Getting Past the 100-foot Cable
September 21, 2009
Outsmarting the other player and shaving the time it takes to transact an order.
These are the two most fundamental characteristics undergirding healthy financial markets. Including those on Wall Street.
And the idea that you might get an advantage by being the closest player to an exchange's trading floor is hardly news.
"The issue of proximity generally is as old as the hills," said William O'Brien, the youthful chief executive of the untraditional electronic market operator Direct Edge the other night at an Aite Group roundtable on high-frequency trading. "The old floor brokers used to want to get offices as close to 1 Wall as possible, so their runners had a shorter distance to run. I didn't see Daniel Webster making a speech on the floor of the Senate about it, the last time I checked."
Now, of course, electrons do the running and the trading floors are moving out of New York City and into ... gasp ... New Jersey. Cities across the Hudson with names such as Carteret, Secaucus and Mahwah are the future of most share trading on this continent. Senators Schumer of New York and Kaufman of Delaware are sure to be seen paying visits to these scenic industrial settings. Ernie Anastos might even have a fowl suggestion to utter (again) during his local Fox newscast.
After all, to the common mind, the details about how the data centers that house new exchanges like Direct Edge and BATS or more "historic" ones such as the NYSE or Nasdaq are starting to sound like arguments over how to construct a theater of the absurd.
Enter the 100-foot cable. This has become a symbol for the kind of "egalitarian cabling" that the Securities and Exchange Commission might enforce to ensure all players have equal access to exchanges' matching engines in these centers.

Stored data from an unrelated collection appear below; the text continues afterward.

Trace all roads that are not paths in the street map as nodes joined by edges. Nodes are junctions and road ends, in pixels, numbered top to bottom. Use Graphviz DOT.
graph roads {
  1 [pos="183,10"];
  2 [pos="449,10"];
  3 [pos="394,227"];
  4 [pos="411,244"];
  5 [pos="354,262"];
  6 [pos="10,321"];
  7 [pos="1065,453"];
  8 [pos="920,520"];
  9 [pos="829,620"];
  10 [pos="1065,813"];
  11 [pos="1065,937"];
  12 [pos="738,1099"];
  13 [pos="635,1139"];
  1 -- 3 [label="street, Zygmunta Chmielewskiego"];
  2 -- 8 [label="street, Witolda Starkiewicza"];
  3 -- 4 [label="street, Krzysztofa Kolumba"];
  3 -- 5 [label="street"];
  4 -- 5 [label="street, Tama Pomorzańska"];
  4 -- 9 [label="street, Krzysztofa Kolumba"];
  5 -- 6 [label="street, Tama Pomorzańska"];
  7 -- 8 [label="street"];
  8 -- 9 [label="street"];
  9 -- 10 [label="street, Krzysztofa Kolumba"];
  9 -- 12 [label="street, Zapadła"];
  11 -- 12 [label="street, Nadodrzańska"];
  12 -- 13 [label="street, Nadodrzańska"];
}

"Nasdaq is considering, depending on where you are in the data center, [whether] you might have a speed advantage over the next participant," said Brian Hyndman, senior vice president of Nasdaq OMX. "So do we need to [give] everybody a 100-foot cable so there is equal latency among all the participants within the data center? Does that solve our issue?"
The issue: "equal access" is now measured in time. In the age of electrons, that gets translated into feet. If everyone has a 100-foot cable, it won't matter whether your server is 10 feet or 100 feet away from that engine, your electrons [with your orders] will travel the same 100 feet to get there. No one gets even a nanosecond advantage.
But, like a lot of symbols, that's a pretty simplistic answer to precluding delays or "latencies" that might favor one player's run to the matching engine.
"There are a number of factors that can affect the latency and the cable length actually is just one of them and it's probably one of the smallest ones,'' said David Iles, director of product management for Blade Network Technologies, which supplies switches for these centers.
More important are obvious issues such as the number of "hops" on the path to the trading engine. For instance, you can lower latency - and reduce the number of hops - just by the way you plug a cable into a line card in a stack of line cards in your rack of equipment inside a center, he notes. Or how many ports you choose to plug something into. Plug in 24 cables, and you're okay. Plug in 48 and you lose control of the time it takes to process requests.